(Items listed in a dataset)
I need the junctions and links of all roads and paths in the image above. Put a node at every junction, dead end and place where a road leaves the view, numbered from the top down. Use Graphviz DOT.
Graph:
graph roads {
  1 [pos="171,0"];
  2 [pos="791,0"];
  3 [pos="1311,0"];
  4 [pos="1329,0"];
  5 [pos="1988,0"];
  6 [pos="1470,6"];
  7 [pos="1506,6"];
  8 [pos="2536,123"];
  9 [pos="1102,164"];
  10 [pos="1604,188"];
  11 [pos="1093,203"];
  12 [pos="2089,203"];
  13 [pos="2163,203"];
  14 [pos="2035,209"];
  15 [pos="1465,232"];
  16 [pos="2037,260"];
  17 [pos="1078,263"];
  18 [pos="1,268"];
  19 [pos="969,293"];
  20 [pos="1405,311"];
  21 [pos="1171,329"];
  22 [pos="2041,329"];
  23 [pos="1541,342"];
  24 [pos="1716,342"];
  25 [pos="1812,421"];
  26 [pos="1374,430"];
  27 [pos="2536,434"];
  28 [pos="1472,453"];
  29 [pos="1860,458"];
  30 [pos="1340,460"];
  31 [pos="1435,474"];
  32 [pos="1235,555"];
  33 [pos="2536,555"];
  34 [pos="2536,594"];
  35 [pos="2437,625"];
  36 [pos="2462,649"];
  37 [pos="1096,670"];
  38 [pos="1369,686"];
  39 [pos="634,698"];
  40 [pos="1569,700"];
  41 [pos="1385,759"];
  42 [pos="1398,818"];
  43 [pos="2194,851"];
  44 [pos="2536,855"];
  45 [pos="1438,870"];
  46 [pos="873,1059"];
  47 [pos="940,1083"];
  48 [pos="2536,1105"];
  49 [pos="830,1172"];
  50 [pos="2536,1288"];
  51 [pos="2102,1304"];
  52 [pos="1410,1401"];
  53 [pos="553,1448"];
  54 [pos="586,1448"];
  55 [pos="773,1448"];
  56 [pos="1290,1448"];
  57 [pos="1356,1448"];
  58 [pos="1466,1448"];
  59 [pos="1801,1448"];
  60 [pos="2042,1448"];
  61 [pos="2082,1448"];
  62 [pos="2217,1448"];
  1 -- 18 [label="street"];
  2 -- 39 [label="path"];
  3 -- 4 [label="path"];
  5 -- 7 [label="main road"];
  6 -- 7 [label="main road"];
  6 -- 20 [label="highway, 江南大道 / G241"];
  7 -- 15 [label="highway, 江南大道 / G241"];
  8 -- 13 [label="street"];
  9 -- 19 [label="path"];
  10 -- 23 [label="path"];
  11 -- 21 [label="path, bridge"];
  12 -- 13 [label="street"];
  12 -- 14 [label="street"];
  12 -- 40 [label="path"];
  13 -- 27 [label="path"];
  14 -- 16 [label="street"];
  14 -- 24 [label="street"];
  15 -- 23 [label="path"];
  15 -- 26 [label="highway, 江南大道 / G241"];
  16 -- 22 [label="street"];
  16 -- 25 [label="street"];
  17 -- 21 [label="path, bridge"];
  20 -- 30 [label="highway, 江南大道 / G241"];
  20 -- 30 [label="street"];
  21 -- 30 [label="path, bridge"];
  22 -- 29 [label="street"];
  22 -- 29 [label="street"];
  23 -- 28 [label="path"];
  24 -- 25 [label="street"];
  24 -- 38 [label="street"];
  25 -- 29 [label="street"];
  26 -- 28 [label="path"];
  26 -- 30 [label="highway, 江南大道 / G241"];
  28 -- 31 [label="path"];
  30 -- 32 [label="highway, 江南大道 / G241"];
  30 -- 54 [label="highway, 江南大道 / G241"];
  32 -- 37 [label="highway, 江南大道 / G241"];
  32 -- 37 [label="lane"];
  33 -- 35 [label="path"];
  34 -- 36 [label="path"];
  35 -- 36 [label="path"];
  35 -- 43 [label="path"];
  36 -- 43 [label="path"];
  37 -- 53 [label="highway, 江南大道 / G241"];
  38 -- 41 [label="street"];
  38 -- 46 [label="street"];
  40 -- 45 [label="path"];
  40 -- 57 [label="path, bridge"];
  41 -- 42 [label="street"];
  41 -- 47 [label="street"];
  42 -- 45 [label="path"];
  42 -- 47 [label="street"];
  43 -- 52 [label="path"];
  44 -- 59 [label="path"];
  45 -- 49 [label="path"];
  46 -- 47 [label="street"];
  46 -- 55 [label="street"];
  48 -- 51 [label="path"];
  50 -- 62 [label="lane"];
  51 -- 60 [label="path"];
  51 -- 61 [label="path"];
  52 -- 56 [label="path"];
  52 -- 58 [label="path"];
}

What you are asked to do =
Every line above with the word "roads" is to be copied out.

Response below =
I need the junctions and links of all roads and paths in the image above. Put a node at every junction, dead end and place where a road leaves the view, numbered from the top down. Use Graphviz DOT.
graph roads {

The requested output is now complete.